When I think back to days gone by
I write these infinitely simple songs:

But you knew the songs weren’t simple,
For you’d seen all sides of it. Made it
Out of Berlin after it had been leveled
And overrun by the Russians. Made it
Across an ocean to Baltimore, where
You took a position in a factory that
Produced plastic flowers, trimming the
Fake petals ten hours a day. It was, you
Said, the most poetic job you’d ever had.
After Europe, the war, troubles here were
Simple, comical in comparison. A factory
With painted windows and a box of imitation
Lilies were a song you could bear.

 

Henrikas Radauskas (April 23, 1910 – August 27, 1970) was a Lithuanian poet who resettled in Germany during WWII, before emigrating to the US in 1949, living in Baltimore, Chicago, and DC. He published four books of poems: Žaibai ir vėjai (1965), Žiemos daina (1955), Strėlė danguje (1950), and Fontanas (1935), and in 1986, Wesleyan University Press released his selected poems, Chimeras in the Tower, translated by Jonas Zdanys.

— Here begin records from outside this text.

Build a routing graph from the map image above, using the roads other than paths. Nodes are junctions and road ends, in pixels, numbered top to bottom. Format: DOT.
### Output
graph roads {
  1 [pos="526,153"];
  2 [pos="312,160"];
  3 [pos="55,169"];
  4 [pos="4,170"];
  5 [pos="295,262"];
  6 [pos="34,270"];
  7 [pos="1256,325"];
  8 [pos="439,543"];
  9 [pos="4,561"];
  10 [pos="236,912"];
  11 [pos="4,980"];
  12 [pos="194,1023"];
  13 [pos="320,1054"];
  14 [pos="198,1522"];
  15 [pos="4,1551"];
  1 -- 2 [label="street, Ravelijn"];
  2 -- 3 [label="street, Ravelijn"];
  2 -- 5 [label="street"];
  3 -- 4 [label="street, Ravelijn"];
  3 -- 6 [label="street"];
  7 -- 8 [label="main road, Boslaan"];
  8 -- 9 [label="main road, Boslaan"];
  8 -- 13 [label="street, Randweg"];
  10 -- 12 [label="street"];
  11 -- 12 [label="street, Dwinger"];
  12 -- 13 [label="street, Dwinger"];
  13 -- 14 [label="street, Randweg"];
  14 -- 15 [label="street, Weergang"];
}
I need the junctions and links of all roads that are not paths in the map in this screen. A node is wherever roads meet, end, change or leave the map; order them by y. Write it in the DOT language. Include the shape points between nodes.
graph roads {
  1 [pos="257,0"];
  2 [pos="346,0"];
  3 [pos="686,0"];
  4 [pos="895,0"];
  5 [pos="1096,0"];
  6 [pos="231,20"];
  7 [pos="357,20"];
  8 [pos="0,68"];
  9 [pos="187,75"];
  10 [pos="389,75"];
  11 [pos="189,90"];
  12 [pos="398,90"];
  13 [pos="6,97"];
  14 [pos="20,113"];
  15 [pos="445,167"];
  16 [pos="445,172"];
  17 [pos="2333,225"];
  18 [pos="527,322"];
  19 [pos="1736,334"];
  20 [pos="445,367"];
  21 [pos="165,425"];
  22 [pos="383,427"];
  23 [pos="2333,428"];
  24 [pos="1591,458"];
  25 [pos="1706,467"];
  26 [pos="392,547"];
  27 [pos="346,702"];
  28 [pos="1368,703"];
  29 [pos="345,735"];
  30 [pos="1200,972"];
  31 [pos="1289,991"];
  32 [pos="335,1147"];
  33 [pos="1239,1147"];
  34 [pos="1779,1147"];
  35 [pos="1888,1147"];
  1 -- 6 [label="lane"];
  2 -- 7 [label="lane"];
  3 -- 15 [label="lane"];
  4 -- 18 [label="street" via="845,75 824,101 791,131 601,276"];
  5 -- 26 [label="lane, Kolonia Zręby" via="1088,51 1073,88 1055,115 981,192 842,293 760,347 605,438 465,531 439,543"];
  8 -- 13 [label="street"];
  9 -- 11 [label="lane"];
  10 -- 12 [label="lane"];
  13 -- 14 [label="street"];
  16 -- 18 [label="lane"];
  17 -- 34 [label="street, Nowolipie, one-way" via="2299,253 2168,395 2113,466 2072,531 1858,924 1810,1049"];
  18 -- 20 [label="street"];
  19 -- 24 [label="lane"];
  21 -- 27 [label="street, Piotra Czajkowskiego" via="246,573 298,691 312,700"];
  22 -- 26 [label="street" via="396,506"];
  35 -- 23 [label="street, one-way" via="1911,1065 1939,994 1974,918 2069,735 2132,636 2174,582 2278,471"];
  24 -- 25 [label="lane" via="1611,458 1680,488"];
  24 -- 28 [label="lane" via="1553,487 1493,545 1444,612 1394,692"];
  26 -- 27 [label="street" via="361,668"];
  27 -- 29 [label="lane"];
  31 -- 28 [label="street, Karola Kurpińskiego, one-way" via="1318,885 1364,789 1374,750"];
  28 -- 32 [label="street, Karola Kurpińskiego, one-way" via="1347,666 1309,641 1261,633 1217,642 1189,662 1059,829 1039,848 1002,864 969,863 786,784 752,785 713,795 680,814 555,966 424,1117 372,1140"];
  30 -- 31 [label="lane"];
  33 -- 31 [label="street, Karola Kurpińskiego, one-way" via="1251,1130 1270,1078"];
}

He is widely considered one of the major poets of Lithuania. Radauskas was fluent in Lithuanian, Russian, German, French, and English. Despite work experience as a primary school teacher, university professor, radio broadcaster, and book editor, he had difficulty finding work in the US. After many years of factory work, his final job was as a translator and copy editor at the Library of Congress, where he worked from 1959 until his death in 1970.

 

Dewey N. Fox is a poet who lives and works in Baltimore.